* _Task details_
From the entries that follow, pick out all lines holding "highway".

* _Entries shown_
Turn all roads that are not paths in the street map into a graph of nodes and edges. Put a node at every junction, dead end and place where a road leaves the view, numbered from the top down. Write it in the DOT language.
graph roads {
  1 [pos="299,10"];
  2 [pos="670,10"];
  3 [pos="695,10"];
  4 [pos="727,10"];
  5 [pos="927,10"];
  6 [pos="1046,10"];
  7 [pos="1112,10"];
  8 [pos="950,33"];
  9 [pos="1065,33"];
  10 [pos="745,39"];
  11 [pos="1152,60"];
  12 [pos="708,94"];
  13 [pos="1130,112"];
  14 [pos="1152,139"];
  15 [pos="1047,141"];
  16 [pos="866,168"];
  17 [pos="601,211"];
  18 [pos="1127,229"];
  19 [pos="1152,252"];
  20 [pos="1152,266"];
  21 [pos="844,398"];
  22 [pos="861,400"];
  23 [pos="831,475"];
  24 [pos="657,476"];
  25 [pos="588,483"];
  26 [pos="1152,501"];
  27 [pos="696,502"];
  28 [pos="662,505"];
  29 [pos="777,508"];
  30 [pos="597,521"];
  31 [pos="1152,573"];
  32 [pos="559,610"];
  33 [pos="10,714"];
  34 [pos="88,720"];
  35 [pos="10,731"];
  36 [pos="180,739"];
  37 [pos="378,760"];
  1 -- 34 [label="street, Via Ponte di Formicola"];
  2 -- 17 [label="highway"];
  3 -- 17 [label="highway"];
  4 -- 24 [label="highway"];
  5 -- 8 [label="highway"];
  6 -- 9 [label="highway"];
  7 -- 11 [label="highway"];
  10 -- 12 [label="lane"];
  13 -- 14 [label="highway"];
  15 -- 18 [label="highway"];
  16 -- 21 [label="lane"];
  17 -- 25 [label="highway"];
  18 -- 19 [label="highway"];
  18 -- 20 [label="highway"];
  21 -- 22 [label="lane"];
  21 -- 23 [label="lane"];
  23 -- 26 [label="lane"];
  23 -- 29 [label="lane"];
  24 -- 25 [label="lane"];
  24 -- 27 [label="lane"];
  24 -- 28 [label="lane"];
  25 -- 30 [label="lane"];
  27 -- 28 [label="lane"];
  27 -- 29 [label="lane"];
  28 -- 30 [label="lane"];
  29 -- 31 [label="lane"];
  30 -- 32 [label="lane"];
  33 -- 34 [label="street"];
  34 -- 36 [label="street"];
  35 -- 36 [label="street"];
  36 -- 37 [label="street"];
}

* _Finished task_
  2 -- 17 [label="highway"];
  3 -- 17 [label="highway"];
  4 -- 24 [label="highway"];
  5 -- 8 [label="highway"];
  6 -- 9 [label="highway"];
  7 -- 11 [label="highway"];
  13 -- 14 [label="highway"];
  15 -- 18 [label="highway"];
  17 -- 25 [label="highway"];
  18 -- 19 [label="highway"];
  18 -- 20 [label="highway"];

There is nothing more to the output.